Implementing Lisp Discussion

Moved from ImplementingLisp.

One of the most fundamental implementation issues is that of encoding type in each cell, so that each member of a pair is self-describing. Typically several bits (a small number of bits, usually 1 to 4) are devoted to type, so that e.g. 00 means small integer, 01 means pointer, etc. Floating point, strings, and non-primitive value types are often "boxed": represented by a pointer into a special allocation area; the pointer itself encodes the type (a float pointer has LOW_FLOAT_ADDRESS <= float_pointer <= HIGH_FLOAT_ADDRESS).

The exact encoding method used is typically architecture dependent, since it must deal with little-endian versus big-endian, whether low bits of pointers are guaranteed to be zero (on word-addressed machines), etc, and requires some creativity.

BoxingConversions are elegant from one point of view but leads to efficiency concerns with floating-point intensive code.

Also see DavidGudeman?'s review paper "Representing Type Information in Dynamically Typed Languages" (ftp://ftp.cs.indiana.edu/pub/scheme-repository/doc/pubs/typeinfo.ps.gz).

It is interesting and of non-trivial importance that Lisp's original implementation, and its most popular 1970s implementation on DEC 10s, ran on machines in which exactly 2 pointers fit in each memory word.

Lisp these days works quite well on machines where 1 pointer fits in each memory word, of course, but this is less of a perfect fit.

CeeLanguage programmers, by contrast, have always tended to assume that sizeof(pointer) == sizeof(int) == sizeof(word in RAM); that assumption wasn't forced by C, but many kinds of programming are more awkward on machines of other sorts, and require more careful C programming to be portable.

The implementation of lambda has varied wildly in different Lisps over the decades. The simpler approaches represent it the same way that any function is represented, the only difference being whether some name refers to it or not. It is possible to implement it as a sexpr that exactly reflects the way it was specified. Implementations stray from that due to issues concerning the binding of the name parameters to activation record values, amongst other concerns.

CactusStacks tend to be natural in order to implement LexicalScoping, if nothing else.

There are many resources about how to implement Lisp.

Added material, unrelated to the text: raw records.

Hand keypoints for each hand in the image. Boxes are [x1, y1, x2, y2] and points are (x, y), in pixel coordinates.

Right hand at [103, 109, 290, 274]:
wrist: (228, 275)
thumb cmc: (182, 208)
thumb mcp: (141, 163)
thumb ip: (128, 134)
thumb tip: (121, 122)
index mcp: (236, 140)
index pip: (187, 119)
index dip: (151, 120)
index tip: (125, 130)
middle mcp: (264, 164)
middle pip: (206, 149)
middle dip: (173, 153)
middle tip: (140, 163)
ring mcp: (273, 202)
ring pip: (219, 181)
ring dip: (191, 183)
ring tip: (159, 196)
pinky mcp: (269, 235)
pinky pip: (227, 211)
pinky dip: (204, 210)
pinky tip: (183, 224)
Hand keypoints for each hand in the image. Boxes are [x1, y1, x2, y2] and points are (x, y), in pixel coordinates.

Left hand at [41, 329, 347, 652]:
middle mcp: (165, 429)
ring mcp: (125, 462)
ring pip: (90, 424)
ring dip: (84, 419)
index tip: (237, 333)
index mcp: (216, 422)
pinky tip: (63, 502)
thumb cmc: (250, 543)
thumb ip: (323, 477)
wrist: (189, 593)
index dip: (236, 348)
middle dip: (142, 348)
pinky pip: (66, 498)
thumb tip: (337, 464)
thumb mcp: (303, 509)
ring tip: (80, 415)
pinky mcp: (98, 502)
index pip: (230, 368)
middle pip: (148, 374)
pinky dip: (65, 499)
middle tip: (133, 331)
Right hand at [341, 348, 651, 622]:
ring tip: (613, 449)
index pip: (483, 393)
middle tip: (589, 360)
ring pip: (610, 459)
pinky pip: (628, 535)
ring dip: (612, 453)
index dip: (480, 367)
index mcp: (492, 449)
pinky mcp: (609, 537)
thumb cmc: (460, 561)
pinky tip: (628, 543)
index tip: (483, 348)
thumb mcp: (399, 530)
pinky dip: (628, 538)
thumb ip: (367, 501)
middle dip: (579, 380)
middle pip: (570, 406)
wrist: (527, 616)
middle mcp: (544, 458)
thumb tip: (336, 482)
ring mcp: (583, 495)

I would recommend to read ChristianQueinnec's book 'LispInSmallPieces'. http://www-spi.lip6.fr/~queinnec/WWW/LiSP.html

Also: 'An Introduction to Scheme and its Implementation': ftp://ftp.cs.utexas.edu/pub/garbage/cs345/schintro-v14/schintro_toc.html

I highly recommend the out-of-print classic "AnatomyOfLisp?", 1979, JohnAllen?. I can't say exactly how far down in a list of must-read books it should be placed; there are many I haven't read. But everyone seems to still agree that it is unique. -- dm

'Anatomy of Lisp was once a classic. Now it is mostly outdated. It describes an ancient dialect of Lisp (with dynamic binding) and modern implementation techniques are a bit different to say the least.'

That's not accurate. It is certainly outdated on some topics, so it definitely is not a modern "how to implement lisp" book. However, it is not "mostly" outdated; Lisp's fundamental nature has not changed. For instance, studying dynamic scoping techniques is a positive thing, not a negative, despite the modern emphasis on lexical scoping.

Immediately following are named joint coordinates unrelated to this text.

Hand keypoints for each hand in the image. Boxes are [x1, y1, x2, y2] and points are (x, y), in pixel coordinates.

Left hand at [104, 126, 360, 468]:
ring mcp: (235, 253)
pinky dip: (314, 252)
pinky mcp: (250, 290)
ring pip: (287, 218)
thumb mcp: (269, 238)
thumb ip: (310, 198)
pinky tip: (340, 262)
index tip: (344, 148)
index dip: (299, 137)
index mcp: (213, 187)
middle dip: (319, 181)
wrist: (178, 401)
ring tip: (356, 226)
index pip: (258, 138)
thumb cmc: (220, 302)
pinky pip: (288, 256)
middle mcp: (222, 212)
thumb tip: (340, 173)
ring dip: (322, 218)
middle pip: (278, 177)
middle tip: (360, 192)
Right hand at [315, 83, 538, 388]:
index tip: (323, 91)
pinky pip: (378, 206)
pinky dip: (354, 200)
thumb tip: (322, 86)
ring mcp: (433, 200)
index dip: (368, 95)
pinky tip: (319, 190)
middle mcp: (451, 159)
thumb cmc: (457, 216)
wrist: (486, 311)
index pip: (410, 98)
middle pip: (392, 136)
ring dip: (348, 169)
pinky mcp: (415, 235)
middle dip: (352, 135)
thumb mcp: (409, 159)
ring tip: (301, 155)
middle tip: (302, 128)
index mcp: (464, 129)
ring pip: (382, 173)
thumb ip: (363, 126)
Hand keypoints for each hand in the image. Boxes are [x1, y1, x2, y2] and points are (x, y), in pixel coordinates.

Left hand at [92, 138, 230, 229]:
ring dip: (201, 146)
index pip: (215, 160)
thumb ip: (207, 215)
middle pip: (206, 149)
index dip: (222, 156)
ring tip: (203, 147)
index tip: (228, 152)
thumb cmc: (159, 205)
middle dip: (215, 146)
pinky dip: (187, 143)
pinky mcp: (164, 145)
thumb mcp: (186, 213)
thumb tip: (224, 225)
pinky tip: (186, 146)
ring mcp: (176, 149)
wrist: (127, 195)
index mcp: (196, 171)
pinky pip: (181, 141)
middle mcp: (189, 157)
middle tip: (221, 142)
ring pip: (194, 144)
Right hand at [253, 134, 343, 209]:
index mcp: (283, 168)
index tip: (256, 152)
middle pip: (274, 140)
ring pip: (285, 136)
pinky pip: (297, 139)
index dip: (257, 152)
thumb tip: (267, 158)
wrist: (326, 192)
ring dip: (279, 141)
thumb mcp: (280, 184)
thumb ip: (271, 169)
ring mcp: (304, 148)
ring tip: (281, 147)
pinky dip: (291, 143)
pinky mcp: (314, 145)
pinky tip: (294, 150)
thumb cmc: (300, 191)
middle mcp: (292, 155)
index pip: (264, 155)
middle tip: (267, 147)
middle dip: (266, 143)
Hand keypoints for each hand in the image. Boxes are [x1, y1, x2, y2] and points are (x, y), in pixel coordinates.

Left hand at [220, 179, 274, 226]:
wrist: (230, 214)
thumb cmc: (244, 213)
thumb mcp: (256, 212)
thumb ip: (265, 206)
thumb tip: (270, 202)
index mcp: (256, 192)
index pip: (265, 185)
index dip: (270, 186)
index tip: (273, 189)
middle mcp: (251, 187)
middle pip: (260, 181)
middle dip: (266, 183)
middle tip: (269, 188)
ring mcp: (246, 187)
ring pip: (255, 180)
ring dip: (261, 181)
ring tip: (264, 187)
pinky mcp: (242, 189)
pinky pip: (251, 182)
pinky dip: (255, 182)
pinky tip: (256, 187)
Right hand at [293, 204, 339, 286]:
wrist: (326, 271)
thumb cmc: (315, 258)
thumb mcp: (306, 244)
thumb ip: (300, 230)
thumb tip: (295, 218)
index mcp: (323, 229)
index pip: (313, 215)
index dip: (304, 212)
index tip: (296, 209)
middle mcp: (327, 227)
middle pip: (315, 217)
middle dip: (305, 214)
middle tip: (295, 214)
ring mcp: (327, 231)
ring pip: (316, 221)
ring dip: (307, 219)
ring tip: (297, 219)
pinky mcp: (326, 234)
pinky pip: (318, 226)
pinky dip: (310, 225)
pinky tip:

'Actually a lot of Lisp's fundamental nature has changed from the time Anatomy of Lisp has written. Much of the modern Lisp trends started with newer Common Lisp systems and before that with developments in the Scheme world.'

Disagree that it has changed. It has primarily been added to. When you read JohnMcCarthy's 1960 paper, did you think "What a joke! That's a different language!" No, I predict you did not, because what he wrote about was recognizably Lisp, and that's what I mean by its "fundamental nature" not having changed.

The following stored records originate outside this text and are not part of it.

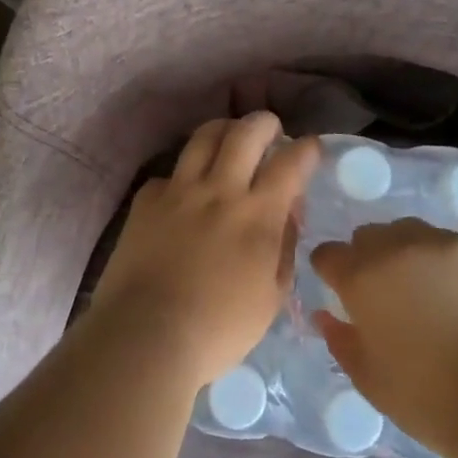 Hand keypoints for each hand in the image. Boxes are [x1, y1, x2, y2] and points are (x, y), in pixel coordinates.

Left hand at [90, 114, 320, 387]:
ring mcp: (180, 190)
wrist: (147, 335)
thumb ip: (284, 248)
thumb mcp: (271, 297)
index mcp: (258, 215)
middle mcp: (221, 190)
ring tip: (229, 138)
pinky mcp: (147, 199)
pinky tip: (186, 191)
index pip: (291, 162)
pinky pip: (170, 172)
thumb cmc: (219, 329)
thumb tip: (287, 214)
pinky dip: (185, 174)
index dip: (307, 148)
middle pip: (246, 132)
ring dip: (224, 130)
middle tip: (270, 129)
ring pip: (205, 137)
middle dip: (264, 122)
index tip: (310, 148)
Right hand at [310, 220, 457, 457]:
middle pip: (366, 236)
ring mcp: (440, 245)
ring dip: (399, 251)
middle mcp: (396, 248)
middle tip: (378, 294)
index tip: (338, 292)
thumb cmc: (427, 397)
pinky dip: (435, 259)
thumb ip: (339, 339)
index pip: (327, 254)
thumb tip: (326, 316)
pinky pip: (442, 243)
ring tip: (414, 287)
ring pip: (405, 231)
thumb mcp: (368, 377)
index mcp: (361, 277)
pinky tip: (449, 292)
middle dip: (363, 258)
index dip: (328, 272) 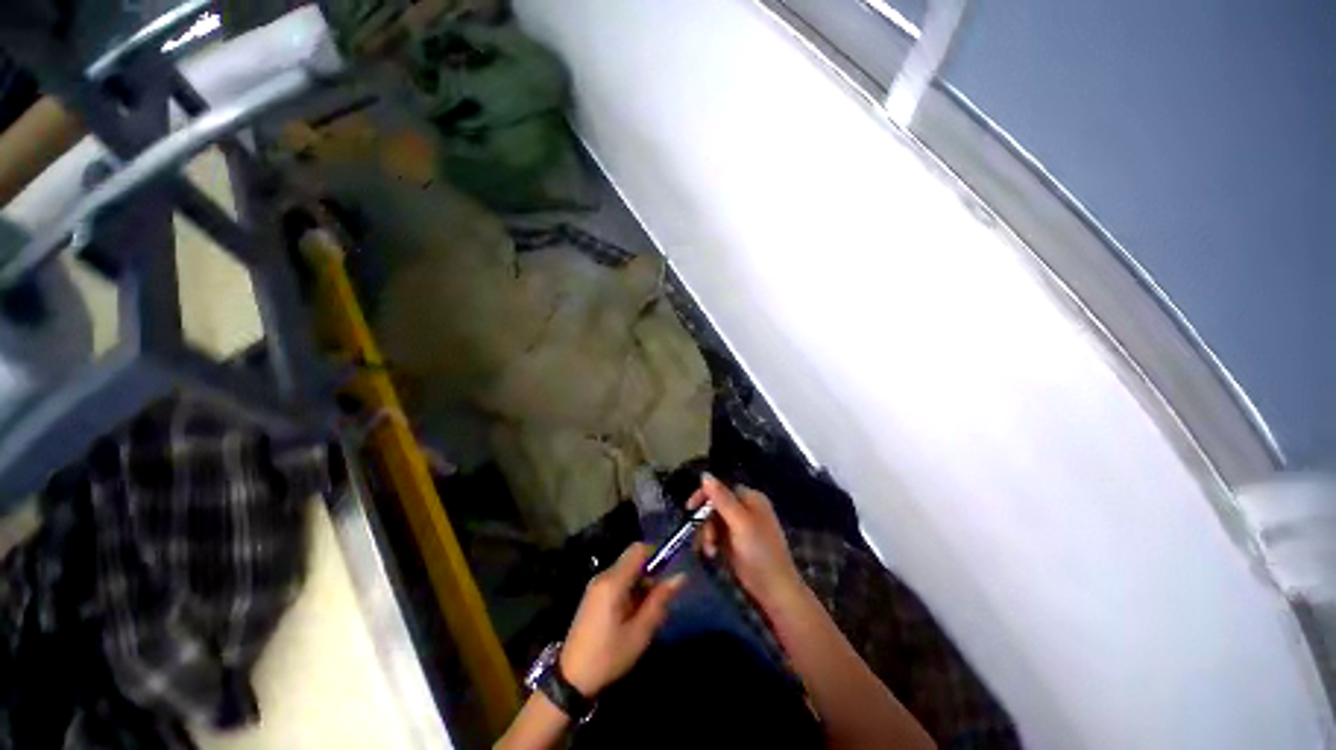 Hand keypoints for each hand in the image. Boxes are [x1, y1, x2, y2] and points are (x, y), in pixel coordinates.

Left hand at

'You would want to study continuation-based implementations, type inference, lexical scoping, partial evaluation, advanced garbage collectors, interfaces to the OS, and more. There are lots of smaller Lisp systems to study plus a system like SBCL which comes in full source, has an advanced compiler with multiple backends.'

No, not in a tiny implementation, and not in a pedagogical implementation, for instance. You have an interest in something of industrial strength, so studying these additional topics you list is obviously valuable, but none of those things need be studied if you're aiming for a tiny language with a 400-line C implementation, now do they? There is a multitude of reasons to study different aspects of Lisp, and I think it is misguided to forget that.

Another thing to consider: why would anyone need any such book in the first place? There are lots of implementations of Lisp already that are better than anything a single individual is likely to be able to recreate. Answer: for pedagogical reasons, or just for fun, or for a special purpose little language -- and for all such minority purposes, the old approach to Lisp is in general much easier to implement than modern approaches (e.g. dynamic scoping vs static). And yet many of the old techniques are getting to be forgotten and hard to find.

Also, I am not aware of any up-to-date book that serves as an outright replacement for Anatomy. Please let me know if you do know of one, because of course I want to read it.

As far as I know, the list of must-read foundational Lisp books is all too short to start with.

And as Jonathan says below about JohnMcCarthy's original paper, Anatomy is good for historical context even in the areas where it is outdated. It is still a classic.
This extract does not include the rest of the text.